Caitlin Moran keeps it real – that’s a trite phrase these days, but I can’t think of more apt praise for Moran’s writing. Having never read any of her columns or articles, I went into this book cold, albeit receptive to what its marketers described as an irreverent take on feminism. For once, the marketers were right. Eschewing academic discourse and sociological analysis, Moran has nevertheless managed to write a book that penetrates and subverts patriarchy.

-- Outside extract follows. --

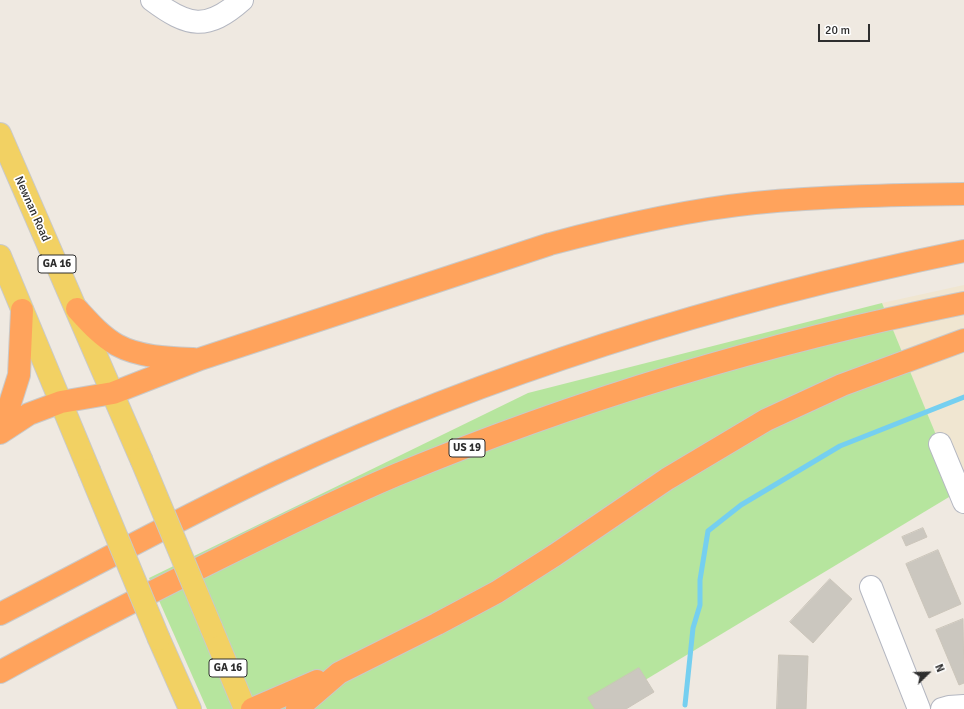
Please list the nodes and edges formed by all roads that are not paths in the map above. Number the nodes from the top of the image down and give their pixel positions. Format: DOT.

Her style is personal and direct. Many would describe her as shouty or ranty. Indeed, several female friends of mine have criticised Moran’s approach for these reasons. But I don’t have such a problem. On the contrary, I think that in 2011, Moran’s style works really well – maybe I say this because I generally agree with her, or maybe because I think she retains her reason despite being so personal about things. The fact is that however shouty she may be, she always brings her argument back to biscuits or Time Team. She has the passion one needs to challenge patriarchy, but the humility and good humour to not be a dick about it. She’s Richard Dawkins in a Teletubby suit. How much more persuasive would his arguments against God be if he didn’t sound like such a spoilt git? If he didn’t take himself so seriously? I think it’s brilliant – a major achievement – that Moran doesn’t have to take herself so seriously as a feminist in 2011. The movement must march onward with as much vigour as yesterday, but Moran shows that today it’s possible to march with a spring in your step.

But the fact that a number of female friends have rejected Moran’s style worries me. And it makes me wonder whether there is such a thing as female feminist writing for men. I know that Moran wins praise from many women, too, but if writing could be gendered, could her writing be more at the male of the spectrum? I wouldn’t use crude or sexist tools for locating it on that spectrum (it’s not just about how many times she mentions sex and booze versus handbags and shoes). I just wonder whether male feminists might be more open to Moran’s style than that of other writers?

I wouldn’t want to leave you with the impression that this book is all polemic. It is also a memoir, a supremely funny comedy and an astute insight into society in Britain. It is not at all stuffy; that is not to say it is not heavy; it is accessible and relatable. For that, Moran deserves great praise.